Because peace, specifically the peaceful existence and co-existence of residents of Tower Hamlets, is what Biggs rightly fears is at stake when media jackasses use the borough he leads as casually insulting shorthand for vicious jihadism. Taking exception to the depiction of Tower Hamlets as a place where a generalised “us” would never wish to have a home because, it is implied, a malevolent, menacing “them” have it all to themselves, Biggs points out that Tower Hamlets is, in fact, one of the most extraordinarily varied places in the world. It is, after all, a borough where scores of languages are spoken and that, famously, encompasses both Brick Lane and Canary Wharf.
But, of course, the jibe was not designed with those characteristics in mind. Its purpose and, sadly, its likely effect is to call up and to perpetuate a stigma long-attached to the borough that has made it the object of unwelcome attention by great droves of conspiracy cranks festering in online silos across and planet and, more seriously, by packs of real live thugs who’ve periodically marched into and around Tower Hamlets streets, apparently convinced in their soft, knuckle heads that they are patriotically invading what a thin, pompous TV documentary once dubbed Britain’s Islamic Republic. It is no such thing.
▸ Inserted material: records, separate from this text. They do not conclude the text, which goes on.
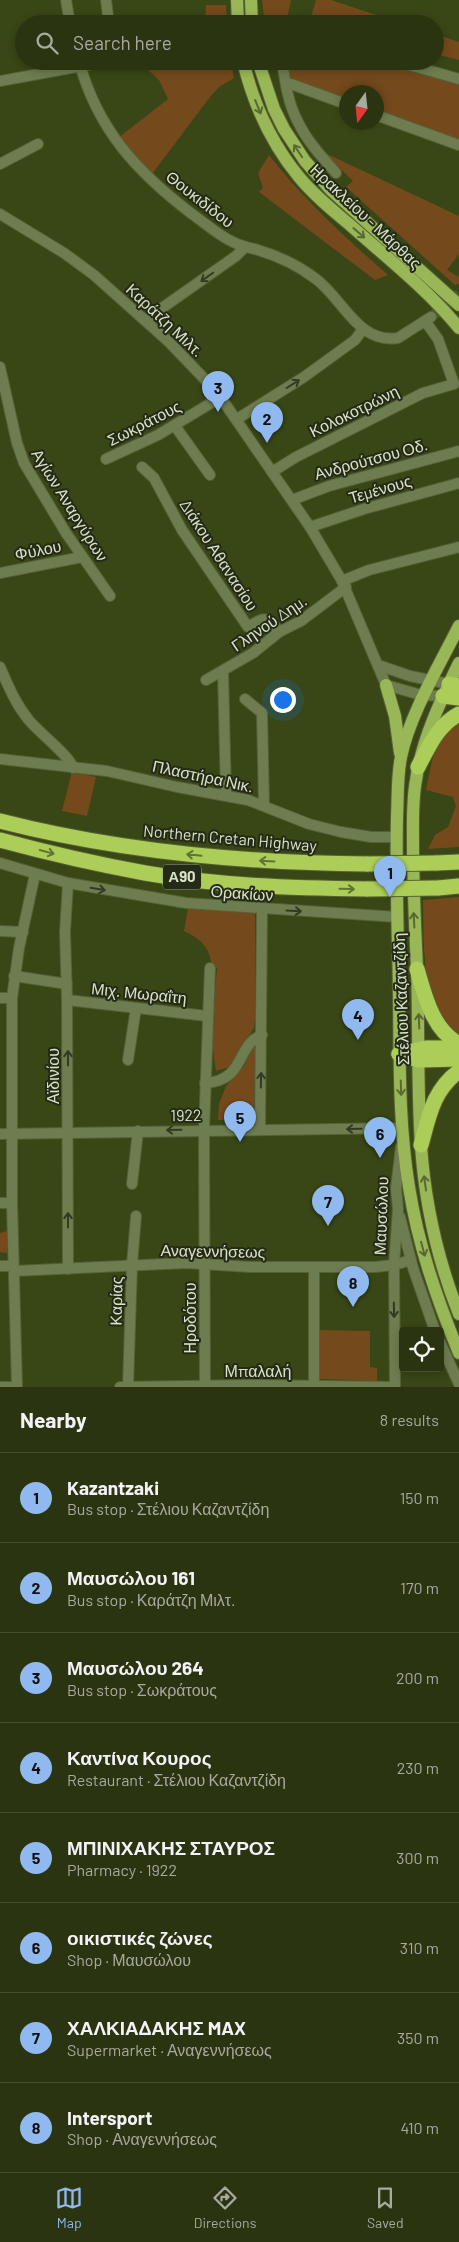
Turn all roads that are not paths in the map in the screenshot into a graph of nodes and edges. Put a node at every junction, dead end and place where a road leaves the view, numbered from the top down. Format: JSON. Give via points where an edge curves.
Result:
{"nodes":[{"id":1,"x":66,"y":0,"type":"edge"},
{"id":2,"x":106,"y":0,"type":"edge"},
{"id":3,"x":237,"y":0,"type":"edge"},
{"id":4,"x":250,"y":0,"type":"edge"},
{"id":5,"x":68,"y":15,"type":"edge"},
{"id":6,"x":108,"y":15,"type":"edge"},
{"id":7,"x":238,"y":15,"type":"edge"},
{"id":8,"x":251,"y":15,"type":"edge"},
{"id":9,"x":52,"y":70,"type":"edge"},
{"id":10,"x":82,"y":70,"type":"edge"},
{"id":11,"x":246,"y":70,"type":"edge"},
{"id":12,"x":261,"y":70,"type":"edge"},
{"id":13,"x":284,"y":70,"type":"edge"},
{"id":14,"x":427,"y":70,"type":"edge"},
{"id":15,"x":459,"y":79,"type":"edge"},
{"id":16,"x":0,"y":81,"type":"edge"},
{"id":17,"x":286,"y":84,"type":"junction"},
{"id":18,"x":339,"y":101,"type":"edge"},
{"id":19,"x":384,"y":118,"type":"edge"},
{"id":20,"x":38,"y":144,"type":"dead end"},
{"id":21,"x":459,"y":144,"type":"edge"},
{"id":22,"x":0,"y":164,"type":"edge"},
{"id":23,"x":336,"y":173,"type":"dead end"},
{"id":24,"x":0,"y":214,"type":"edge"},
{"id":25,"x":245,"y":247,"type":"junction"},
{"id":26,"x":459,"y":306,"type":"edge"},
{"id":27,"x":145,"y":320,"type":"junction"},
{"id":28,"x":459,"y":328,"type":"edge"},
{"id":29,"x":363,"y":330,"type":"junction"},
{"id":30,"x":0,"y":367,"type":"edge"},
{"id":31,"x":454,"y":384,"type":"joint"},
{"id":32,"x":221,"y":397,"type":"junction"},
{"id":33,"x":4,"y":400,"type":"edge"},
{"id":34,"x":237,"y":419,"type":"junction"},
{"id":35,"x":175,"y":426,"type":"junction"},
{"id":36,"x":459,"y":451,"type":"edge"},
{"id":37,"x":106,"y":459,"type":"dead end"},
{"id":38,"x":142,"y":467,"type":"dead end"},
{"id":39,"x":272,"y":472,"type":"junction"},
{"id":40,"x":210,"y":475,"type":"dead end"},
{"id":41,"x":459,"y":483,"type":"edge"},
{"id":42,"x":292,"y":500,"type":"junction"},
{"id":43,"x":310,"y":526,"type":"junction"},
{"id":44,"x":459,"y":546,"type":"edge"},
{"id":45,"x":82,"y":557,"type":"junction"},
{"id":46,"x":0,"y":573,"type":"edge"},
{"id":47,"x":344,"y":584,"type":"junction"},
{"id":48,"x":110,"y":596,"type":"dead end"},
{"id":49,"x":459,"y":626,"type":"edge"},
{"id":50,"x":279,"y":632,"type":"junction"},
{"id":51,"x":459,"y":663,"type":"edge"},
{"id":52,"x":378,"y":665,"type":"junction"},
{"id":53,"x":0,"y":666,"type":"edge"},
{"id":54,"x":223,"y":672,"type":"junction"},
{"id":55,"x":206,"y":680,"type":"dead end"},
{"id":56,"x":431,"y":680,"type":"junction"},
{"id":57,"x":386,"y":685,"type":"junction"},
{"id":58,"x":450,"y":689,"type":"edge"},
{"id":59,"x":424,"y":696,"type":"junction"},
{"id":60,"x":459,"y":698,"type":"edge"},
{"id":61,"x":245,"y":699,"type":"dead end"},
{"id":62,"x":459,"y":714,"type":"edge"},
{"id":63,"x":401,"y":757,"type":"junction"},
{"id":64,"x":0,"y":759,"type":"edge"},
{"id":65,"x":418,"y":767,"type":"junction"},
{"id":66,"x":73,"y":768,"type":"junction"},
{"id":67,"x":226,"y":796,"type":"junction"},
{"id":68,"x":264,"y":805,"type":"junction"},
{"id":69,"x":0,"y":821,"type":"edge"},
{"id":70,"x":396,"y":837,"type":"junction"},
{"id":71,"x":0,"y":840,"type":"edge"},
{"id":72,"x":451,"y":862,"type":"edge"},
{"id":73,"x":0,"y":863,"type":"edge"},
{"id":74,"x":35,"y":874,"type":"junction"},
{"id":75,"x":68,"y":883,"type":"junction"},
{"id":76,"x":459,"y":887,"type":"edge"},
{"id":77,"x":262,"y":909,"type":"junction"},
{"id":78,"x":397,"y":917,"type":"junction"},
{"id":79,"x":0,"y":931,"type":"edge"},
{"id":80,"x":23,"y":932,"type":"junction"},
{"id":81,"x":210,"y":968,"type":"dead end"},
{"id":82,"x":417,"y":969,"type":"junction"},
{"id":83,"x":14,"y":976,"type":"junction"},
{"id":84,"x":67,"y":984,"type":"junction"},
{"id":85,"x":0,"y":998,"type":"edge"},
{"id":86,"x":12,"y":998,"type":"junction"},
{"id":87,"x":67,"y":1000,"type":"junction"},
{"id":88,"x":136,"y":1008,"type":"junction"},
{"id":89,"x":207,"y":1016,"type":"junction"},
{"id":90,"x":262,"y":1035,"type":"junction"},
{"id":91,"x":459,"y":1044,"type":"edge"},
{"id":92,"x":459,"y":1048,"type":"edge"},
{"id":93,"x":399,"y":1054,"type":"junction"},
{"id":94,"x":419,"y":1054,"type":"junction"},
{"id":95,"x":459,"y":1059,"type":"edge"},
{"id":96,"x":128,"y":1060,"type":"dead end"},
{"id":97,"x":459,"y":1071,"type":"edge"},
{"id":98,"x":205,"y":1083,"type":"junction"},
{"id":99,"x":260,"y":1129,"type":"junction"},
{"id":100,"x":204,"y":1130,"type":"junction"},
{"id":101,"x":138,"y":1131,"type":"junction"},
{"id":102,"x":403,"y":1132,"type":"junction"},
{"id":103,"x":68,"y":1133,"type":"junction"},
{"id":104,"x":0,"y":1134,"type":"edge"},
{"id":105,"x":11,"y":1134,"type":"junction"},
{"id":106,"x":421,"y":1145,"type":"junction"},
{"id":107,"x":132,"y":1184,"type":"dead end"},
{"id":108,"x":0,"y":1203,"type":"edge"},
{"id":109,"x":12,"y":1203,"type":"junction"},
{"id":110,"x":398,"y":1209,"type":"junction"},
{"id":111,"x":136,"y":1216,"type":"dead end"},
{"id":112,"x":411,"y":1260,"type":"junction"},
{"id":113,"x":206,"y":1264,"type":"junction"},
{"id":114,"x":132,"y":1265,"type":"junction"},
{"id":115,"x":394,"y":1265,"type":"junction"},
{"id":116,"x":0,"y":1266,"type":"edge"},
{"id":117,"x":314,"y":1267,"type":"junction"},
{"id":118,"x":13,"y":1269,"type":"junction"},
{"id":119,"x":68,"y":1269,"type":"junction"},
{"id":120,"x":459,"y":1314,"type":"edge"},
{"id":121,"x":434,"y":1327,"type":"edge"},
{"id":122,"x":444,"y":1351,"type":"edge"},
{"id":123,"x":459,"y":1353,"type":"edge"},
{"id":124,"x":459,"y":1384,"type":"edge"},
{"id":125,"x":205,"y":1386,"type":"edge"},
{"id":126,"x":314,"y":1386,"type":"edge"},
{"id":127,"x":0,"y":1387,"type":"edge"},
{"id":128,"x":16,"y":1387,"type":"edge"},
{"id":129,"x":120,"y":1387,"type":"edge"},
{"id":130,"x":128,"y":1387,"type":"edge"},
{"id":131,"x":395,"y":1387,"type":"edge"}],
"edges":[{"from":1,"to":5,"type":"street"},
{"from":2,"to":6,"type":"street"},
{"from":3,"to":7,"type":"main road"},
{"from":4,"to":8,"type":"main road"},
{"from":9,"to":16,"type":"street"},
{"from":10,"to":25,"type":"street","name":"Θουκιδίδου","via":[[104,123],[132,162],[183,207],[224,237]]},
{"from":11,"to":28,"type":"main road","name":"Ηρακλείου - Μάρθας","one_way":true,"via":[[267,128],[299,177],[430,296]]},
{"from":26,"to":12,"type":"main road","name":"Ηρακλείου - Μάρθας","one_way":true,"via":[[331,190],[308,165],[274,109]]},
{"from":13,"to":17,"type":"street"},
{"from":14,"to":15,"type":"street"},
{"from":17,"to":18,"type":"street"},
{"from":17,"to":23,"type":"street","via":[[297,121],[308,140]]},
{"from":19,"to":21,"type":"street"},
{"from":20,"to":22,"type":"street"},
{"from":24,"to":27,"type":"street","name":"Καράτζη Μιλτ.","via":[[79,264]]},
{"from":25,"to":27,"type":"street","one_way":true},
{"from":25,"to":29,"type":"street","name":"Θουκιδίδου","via":[[276,257],[315,279]]},
{"from":27,"to":32,"type":"street","name":"Καράτζη Μιλτ."},
{"from":29,"to":31,"type":"street","name":"Θουκιδίδου","via":[[394,339],[428,319]]},
{"from":34,"to":29,"type":"street","one_way":true,"via":[[348,346]]},
{"from":30,"to":33,"type":"street","name":"Αγίων Αναργύρων"},
{"from":31,"to":39,"type":"street","name":"Κολοκοτρώνη","via":[[414,398]]},
{"from":32,"to":34,"type":"street","name":"Καράτζη Μιλτ."},
{"from":32,"to":35,"type":"street","name":"Σωκράτους"},
{"from":33,"to":45,"type":"street","name":"Αγίων Αναργύρων","via":[[24,463]]},
{"from":34,"to":39,"type":"street","name":"Καράτζη Μιλτ."},
{"from":35,"to":37,"type":"street","name":"Σωκράτους"},
{"from":35,"to":40,"type":"street"},
{"from":36,"to":42,"type":"street","name":"Ανδρούτσου Οδ.","via":[[329,486]]},
{"from":38,"to":50,"type":"street","name":"Διάκου Αθανασίου","via":[[154,478],[182,530],[248,627],[267,619]]},
{"from":39,"to":42,"type":"street","name":"Καράτζη Μιλτ."},
{"from":41,"to":43,"type":"street","name":"Τεμένους"},
{"from":42,"to":43,"type":"street","name":"Καράτζη Μιλτ."},
{"from":43,"to":47,"type":"street","name":"Καράτζη Μιλτ."},
{"from":44,"to":47,"type":"street","name":"Γληνού Δημ.","via":[[369,570]]},
{"from":45,"to":46,"type":"street","name":"Φύλου"},
{"from":45,"to":48,"type":"street","name":"Αγίων Αναργύρων"},
{"from":47,"to":50,"type":"street","name":"Γληνού Δημ.","via":[[301,621]]},
{"from":47,"to":52,"type":"street","name":"Καράτζη Μιλτ."},
{"from":49,"to":56,"type":"main road"},
{"from":50,"to":54,"type":"street","name":"Γληνού Δημ."},
{"from":51,"to":58,"type":"main road"},
{"from":52,"to":56,"type":"street","via":[[390,671]]},
{"from":52,"to":57,"type":"street","name":"Καράτζη Μιλτ."},
{"from":53,"to":66,"type":"street","via":[[22,711],[68,758]]},
{"from":54,"to":55,"type":"street","name":"Γληνού Δημ."},
{"from":54,"to":67,"type":"street"},
{"from":56,"to":58,"type":"street"},
{"from":56,"to":59,"type":"main road"},
{"from":57,"to":59,"type":"street"},
{"from":57,"to":63,"type":"main road","via":[[396,716]]},
{"from":58,"to":59,"type":"street"},
{"from":58,"to":60,"type":"highway"},
{"from":58,"to":65,"type":"main road","name":"Στέλιου Καζαντζίδη","via":[[426,738]]},
{"from":59,"to":63,"type":"main road","name":"Στέλιου Καζαντζίδη"},
{"from":61,"to":68,"type":"street","via":[[262,713]]},
{"from":62,"to":65,"type":"highway","via":[[438,731]]},
{"from":63,"to":70,"type":"main road","name":"Στέλιου Καζαντζίδη"},
{"from":64,"to":66,"type":"street","name":"Πλαστήρα Νικ."},
{"from":82,"to":65,"type":"main road","name":"Στέλιου Καζαντζίδη","one_way":true,"via":[[413,809]]},
{"from":66,"to":67,"type":"street","name":"Πλαστήρα Νικ.","via":[[107,771]]},
{"from":67,"to":68,"type":"street","name":"Πλαστήρα Νικ."},
{"from":68,"to":70,"type":"street","name":"Πλαστήρα Νικ.","via":[[332,830],[371,837]]},
{"from":72,"to":69,"type":"highway","name":"Northern Cretan Highway","number":"Α90","one_way":true,"bridge":true,"via":[[368,864],[243,860],[86,840]]},
{"from":70,"to":78,"type":"main road","name":"Στέλιου Καζαντζίδη"},
{"from":71,"to":76,"type":"highway","number":"Α90","one_way":true,"bridge":true,"via":[[146,873],[270,886]]},
{"from":73,"to":74,"type":"street","name":"Ορακίων"},
{"from":74,"to":75,"type":"street","name":"Ορακίων"},
{"from":74,"to":80,"type":"street"},
{"from":75,"to":77,"type":"street","name":"Ορακίων","one_way":true,"via":[[186,903]]},
{"from":75,"to":84,"type":"street","name":"Αϊδινίου","via":[[65,932]]},
{"from":77,"to":78,"type":"street","name":"Ορακίων","one_way":true},
{"from":77,"to":90,"type":"street"},
{"from":78,"to":93,"type":"main road","name":"Στέλιου Καζαντζίδη"},
{"from":79,"to":80,"type":"street"},
{"from":80,"to":83,"type":"street"},
{"from":81,"to":89,"type":"street","name":"Ηροδότου"},
{"from":82,"to":91,"type":"highway","via":[[435,1020],[443,1032]]},
{"from":94,"to":82,"type":"main road","name":"Στέλιου Καζαντζίδη","one_way":true},
{"from":83,"to":84,"type":"street"},
{"from":83,"to":86,"type":"street"},
{"from":84,"to":87,"type":"street","name":"Αϊδινίου"},
{"from":85,"to":86,"type":"street"},
{"from":86,"to":105,"type":"street"},
{"from":87,"to":88,"type":"street","name":"Μιχ. Μωραΐτη"},
{"from":103,"to":87,"type":"street","name":"Αϊδινίου","one_way":true},
{"from":88,"to":89,"type":"street","name":"Μιχ. Μωραΐτη"},
{"from":88,"to":96,"type":"street"},
{"from":89,"to":98,"type":"street","name":"Ηροδότου"},
{"from":90,"to":98,"type":"street","via":[[252,1041],[230,1074],[219,1081]]},
{"from":99,"to":90,"type":"street","one_way":true},
{"from":92,"to":94,"type":"highway"},
{"from":93,"to":94,"type":"highway"},
{"from":93,"to":102,"type":"main road","name":"Στέλιου Καζαντζίδη","one_way":true},
{"from":94,"to":95,"type":"highway"},
{"from":94,"to":106,"type":"main road","name":"Στέλιου Καζαντζίδη"},
{"from":97,"to":106,"type":"highway","via":[[445,1082],[435,1097]]},
{"from":98,"to":100,"type":"street","name":"Ηροδότου"},
{"from":99,"to":100,"type":"street","name":"1922"},
{"from":102,"to":99,"type":"street","name":"1922","one_way":true},
{"from":100,"to":101,"type":"street","name":"1922","one_way":true},
{"from":100,"to":113,"type":"street","name":"Ηροδότου"},
{"from":101,"to":103,"type":"street","name":"1922"},
{"from":101,"to":107,"type":"street"},
{"from":102,"to":110,"type":"street","name":"Μαυσώλου","via":[[396,1188]]},
{"from":102,"to":123,"type":"main road","name":"Στέλιου Καζαντζίδη","one_way":true,"via":[[418,1232],[435,1292]]},
{"from":103,"to":105,"type":"street","name":"1922"},
{"from":119,"to":103,"type":"street","name":"Αϊδινίου","one_way":true},
{"from":104,"to":105,"type":"street","name":"1922"},
{"from":105,"to":109,"type":"street"},
{"from":120,"to":106,"type":"main road","name":"Στέλιου Καζαντζίδη","one_way":true,"via":[[437,1243]]},
{"from":108,"to":109,"type":"street"},
{"from":109,"to":118,"type":"street"},
{"from":110,"to":112,"type":"street"},
{"from":110,"to":115,"type":"street","name":"Μαυσώλου"},
{"from":111,"to":114,"type":"street","name":"Καρίας"},
{"from":112,"to":115,"type":"street","name":"Αναγεννήσεως"},
{"from":112,"to":121,"type":"street"},
{"from":113,"to":114,"type":"street","name":"Αναγεννήσεως"},
{"from":113,"to":117,"type":"street","name":"Αναγεννήσεως"},
{"from":113,"to":125,"type":"street","name":"Ηροδότου"},
{"from":114,"to":119,"type":"street","name":"Αναγεννήσεως"},
{"from":114,"to":130,"type":"street","name":"Καρίας"},
{"from":115,"to":117,"type":"street","name":"Αναγεννήσεως"},
{"from":115,"to":131,"type":"street","name":"Μαυσώλου","one_way":true},
{"from":116,"to":118,"type":"street","name":"Αναγεννήσεως"},
{"from":117,"to":126,"type":"street"},
{"from":118,"to":119,"type":"street","name":"Αναγεννήσεως"},
{"from":118,"to":128,"type":"street"},
{"from":122,"to":124,"type":"street"},
{"from":125,"to":126,"type":"street","name":"Μπαλαλή"},
{"from":125,"to":130,"type":"street","name":"Μπαλαλή"},
{"from":126,"to":131,"type":"street","name":"Μπαλαλή"},
{"from":127,"to":128,"type":"street"},
{"from":129,"to":130,"type":"street","name":"Μπαλαλή"}]}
That is not to deny that what might best be termed the community politics of Tower Hamlets can be and often have been troubling, destructive and exploitative in their own way, with a ferment about Muslim culture and identity very much part of the picture. This can be traced at least as far back as the Brick Lane of the 1980s, so skilfully explored in Farrukh Dhondy’s TV drama King of the Ghetto, and has since manifested itself in electoral politics too, variously underpinning the election of Britain’s first BNP councillor in 1993, pocket demagogue George Galloway becoming MP for Bethnal Green & Bow in 2005 and the rise and fall of Lutfur Rahman as the borough’s first directly elected Mayor.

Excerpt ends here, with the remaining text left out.